High doses are not the only thing that attracts the attention of the DEA. Certainly, multiple overdose deaths among the same doctor’s patients would earn scrutiny, as it should. Other indicators of suspicious practices include patient complaints of unethical behaviors, physicians refusing to bill insurance but demanding cash only, or if a physician’s colleagues report questionable practices.

Future Direction

I feel strongly that government efforts to drive down opioid prescriptions has been a terribly misguided strategy for dealing with the opioid crisis. Restricting access to legitimate opioid prescriptions has had little or no impact on opioid abusers, who have the easy option of switching to much cheaper and readily available alternatives, namely heroin and fentanyl. Essentially, the only people truly affected by restricting opioid access are those chronic pain patients who refuse to break the law, refuse to turn to illicit opioids.

Chronic pain patients have been described as “collateral damage” in the war on the opioid crisis. The truth is actually far uglier. With collateral damage, the intended enemy suffers most of the heavy consequences, with some innocent bystanders inadvertently affected. However, to continue the war analogy, the plight of pain patients is more aptly compared to a bomb being dropped on the wrong building, housing only innocents and no enemy. None of the intended targets were dispatched, only innocent bystanders. It is a failed strategy and a tragedy of unspeakable injustice. I am appalled by what we, as a society, have done to the most unfortunate, vulnerable and defenseless of us, our pain patients. Many of them are disabled or elderly. Some are veterans whose chronic pain are the result of serving our country. All of them are victims and all of them are suffering. Restricting opioids only punishes the innocent with no benefit for society, as evidenced by the unmitigated rise of the opioid crisis despite plummeting opioid prescriptions.

I write this article not to defend the DEA, but because I want physicians and other prescribers to not fear the DEA needlessly. I firmly believe that primary care physicians prescribing opioids in the normal course of medical practice have nothing to fear from the DEA.

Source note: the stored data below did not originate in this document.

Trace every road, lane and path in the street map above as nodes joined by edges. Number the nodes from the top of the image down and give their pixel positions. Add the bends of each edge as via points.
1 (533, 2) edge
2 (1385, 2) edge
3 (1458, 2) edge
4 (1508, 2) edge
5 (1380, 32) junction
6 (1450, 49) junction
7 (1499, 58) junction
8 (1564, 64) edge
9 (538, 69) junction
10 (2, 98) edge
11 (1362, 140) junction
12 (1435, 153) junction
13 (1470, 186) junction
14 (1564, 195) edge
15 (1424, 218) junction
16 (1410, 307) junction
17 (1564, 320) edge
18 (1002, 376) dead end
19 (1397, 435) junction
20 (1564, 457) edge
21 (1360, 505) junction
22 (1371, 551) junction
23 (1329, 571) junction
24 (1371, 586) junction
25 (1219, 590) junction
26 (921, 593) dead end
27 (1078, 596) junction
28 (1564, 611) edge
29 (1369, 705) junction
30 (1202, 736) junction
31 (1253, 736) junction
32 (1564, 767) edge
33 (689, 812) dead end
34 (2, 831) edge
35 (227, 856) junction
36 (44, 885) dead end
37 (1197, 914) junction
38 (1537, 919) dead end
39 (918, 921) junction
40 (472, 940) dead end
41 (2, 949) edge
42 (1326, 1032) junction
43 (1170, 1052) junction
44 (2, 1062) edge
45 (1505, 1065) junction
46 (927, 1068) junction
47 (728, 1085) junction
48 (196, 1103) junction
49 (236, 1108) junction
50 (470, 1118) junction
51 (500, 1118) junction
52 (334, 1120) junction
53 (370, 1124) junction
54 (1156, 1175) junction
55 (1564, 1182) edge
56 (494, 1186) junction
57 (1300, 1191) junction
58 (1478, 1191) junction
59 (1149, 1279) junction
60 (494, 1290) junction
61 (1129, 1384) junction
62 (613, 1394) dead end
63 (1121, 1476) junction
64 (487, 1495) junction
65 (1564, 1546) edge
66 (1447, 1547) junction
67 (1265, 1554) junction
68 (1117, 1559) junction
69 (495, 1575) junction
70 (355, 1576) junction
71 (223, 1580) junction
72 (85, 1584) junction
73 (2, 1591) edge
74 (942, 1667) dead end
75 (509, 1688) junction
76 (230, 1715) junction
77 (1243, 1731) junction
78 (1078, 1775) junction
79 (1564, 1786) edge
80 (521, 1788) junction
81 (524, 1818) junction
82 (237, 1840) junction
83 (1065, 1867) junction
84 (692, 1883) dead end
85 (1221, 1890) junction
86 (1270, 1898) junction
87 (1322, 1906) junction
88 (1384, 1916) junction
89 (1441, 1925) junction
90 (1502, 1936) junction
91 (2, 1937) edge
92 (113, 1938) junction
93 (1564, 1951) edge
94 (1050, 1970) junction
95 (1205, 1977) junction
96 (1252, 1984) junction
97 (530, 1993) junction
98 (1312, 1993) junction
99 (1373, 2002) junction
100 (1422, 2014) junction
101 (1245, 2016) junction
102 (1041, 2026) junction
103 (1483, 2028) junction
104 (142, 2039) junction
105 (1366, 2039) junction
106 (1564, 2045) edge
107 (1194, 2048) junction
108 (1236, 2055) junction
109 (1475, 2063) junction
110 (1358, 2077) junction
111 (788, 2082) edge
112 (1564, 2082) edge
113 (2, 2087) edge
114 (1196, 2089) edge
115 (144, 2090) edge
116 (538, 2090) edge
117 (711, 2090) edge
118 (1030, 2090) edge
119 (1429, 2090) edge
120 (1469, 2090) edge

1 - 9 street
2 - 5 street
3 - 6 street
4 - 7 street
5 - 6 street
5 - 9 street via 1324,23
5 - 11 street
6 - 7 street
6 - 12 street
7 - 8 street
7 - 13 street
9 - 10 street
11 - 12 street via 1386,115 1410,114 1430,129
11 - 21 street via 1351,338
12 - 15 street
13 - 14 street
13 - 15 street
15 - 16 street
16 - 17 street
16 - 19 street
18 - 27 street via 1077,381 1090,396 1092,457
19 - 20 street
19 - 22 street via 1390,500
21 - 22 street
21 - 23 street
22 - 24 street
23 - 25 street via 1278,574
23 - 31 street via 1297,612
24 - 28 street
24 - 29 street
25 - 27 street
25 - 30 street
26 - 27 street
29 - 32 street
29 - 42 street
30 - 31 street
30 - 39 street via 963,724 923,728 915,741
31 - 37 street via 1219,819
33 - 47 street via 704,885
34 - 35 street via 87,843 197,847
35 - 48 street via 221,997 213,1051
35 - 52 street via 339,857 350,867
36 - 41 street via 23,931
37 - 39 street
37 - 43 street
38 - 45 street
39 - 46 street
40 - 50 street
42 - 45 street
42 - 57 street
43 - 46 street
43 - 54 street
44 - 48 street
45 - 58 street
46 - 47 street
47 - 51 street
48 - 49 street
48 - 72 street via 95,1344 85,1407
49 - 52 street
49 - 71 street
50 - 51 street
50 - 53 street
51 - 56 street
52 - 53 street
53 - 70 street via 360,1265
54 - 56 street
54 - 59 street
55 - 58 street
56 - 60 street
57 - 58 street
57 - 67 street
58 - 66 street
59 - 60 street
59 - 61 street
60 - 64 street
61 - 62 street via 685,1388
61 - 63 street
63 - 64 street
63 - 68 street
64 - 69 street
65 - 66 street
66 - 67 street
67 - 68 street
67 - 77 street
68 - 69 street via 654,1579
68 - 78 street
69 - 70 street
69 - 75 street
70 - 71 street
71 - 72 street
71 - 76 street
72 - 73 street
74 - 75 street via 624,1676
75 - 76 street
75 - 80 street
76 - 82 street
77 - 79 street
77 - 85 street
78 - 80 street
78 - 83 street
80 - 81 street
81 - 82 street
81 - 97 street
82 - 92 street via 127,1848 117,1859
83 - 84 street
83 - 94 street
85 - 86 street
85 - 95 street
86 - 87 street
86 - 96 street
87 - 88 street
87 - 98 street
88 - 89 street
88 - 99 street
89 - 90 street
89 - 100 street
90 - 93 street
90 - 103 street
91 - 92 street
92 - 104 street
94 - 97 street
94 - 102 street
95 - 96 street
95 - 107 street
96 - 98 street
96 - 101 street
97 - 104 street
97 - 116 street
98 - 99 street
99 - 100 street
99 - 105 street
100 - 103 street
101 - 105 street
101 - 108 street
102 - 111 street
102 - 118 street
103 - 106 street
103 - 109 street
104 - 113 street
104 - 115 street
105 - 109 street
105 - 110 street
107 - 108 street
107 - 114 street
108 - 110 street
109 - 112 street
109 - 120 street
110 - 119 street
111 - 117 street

I would like physicians to take a stance against the injustice done to chronic pain patients, and to return to prescribing opioids where needed. When a physician is afraid to prescribe medications his/her patients need because of the physician’s insecurity, they are putting their self-interests above those of the patients. This is by definition, conflict of interest.

Steps to safe prescribing

  1. Make sure the focus of opioid prescribing is on patient care rather than making money.
  2. Document your rationale for using opioids. Document that non-pharmacologic and non-opioid treatments have been considered, tried and deemed inappropriate or failed. (e.g. NSAIDs in renal disease or peptic disease)
  3. Make the effort to familiarize yourself with all applicable rules in your state.
  4. Take necessary precautions to prevent opioid diversion, including urine toxicology, reviewing Prescription Drug Monitoring Programs (PMDP) for your state.
  5. Get some CME (continuing medical education) credits on safe opioid prescribing.
  6. Develop policies to deal with aberrant behaviors.
  7. Document attempts to stay under 90 MED whenever possible. It can be completely appropriate to go above 90 MED, but make sure you document why you need to do so, as well as other steps you have taken to avoid increasing the dose.
  8. Refer out to addiction medicine or pain management when necessary.

If the above guidelines are followed, it would be exceedingly unlikely for the prescriber to get in trouble with the DEA, licensing boards, or malpractice suits. The key is to be conscientious, law-abiding and focused on patient care.

Come on doctors, let’s do the right thing! Do not deprive your patients of necessary medications and subject them to unnecessary suffering because you are afraid of the DEA. It doesn’t take much to learn how to prescribe safely. If you do not feel comfortable prescribing more than 90 MED, at least prescribe to your level of comfort while you try to locate a specialist to help better manage their pain. There should be no reason to categorically refuse to utilize opioids for chronic pain when non-opioid options have been exhausted.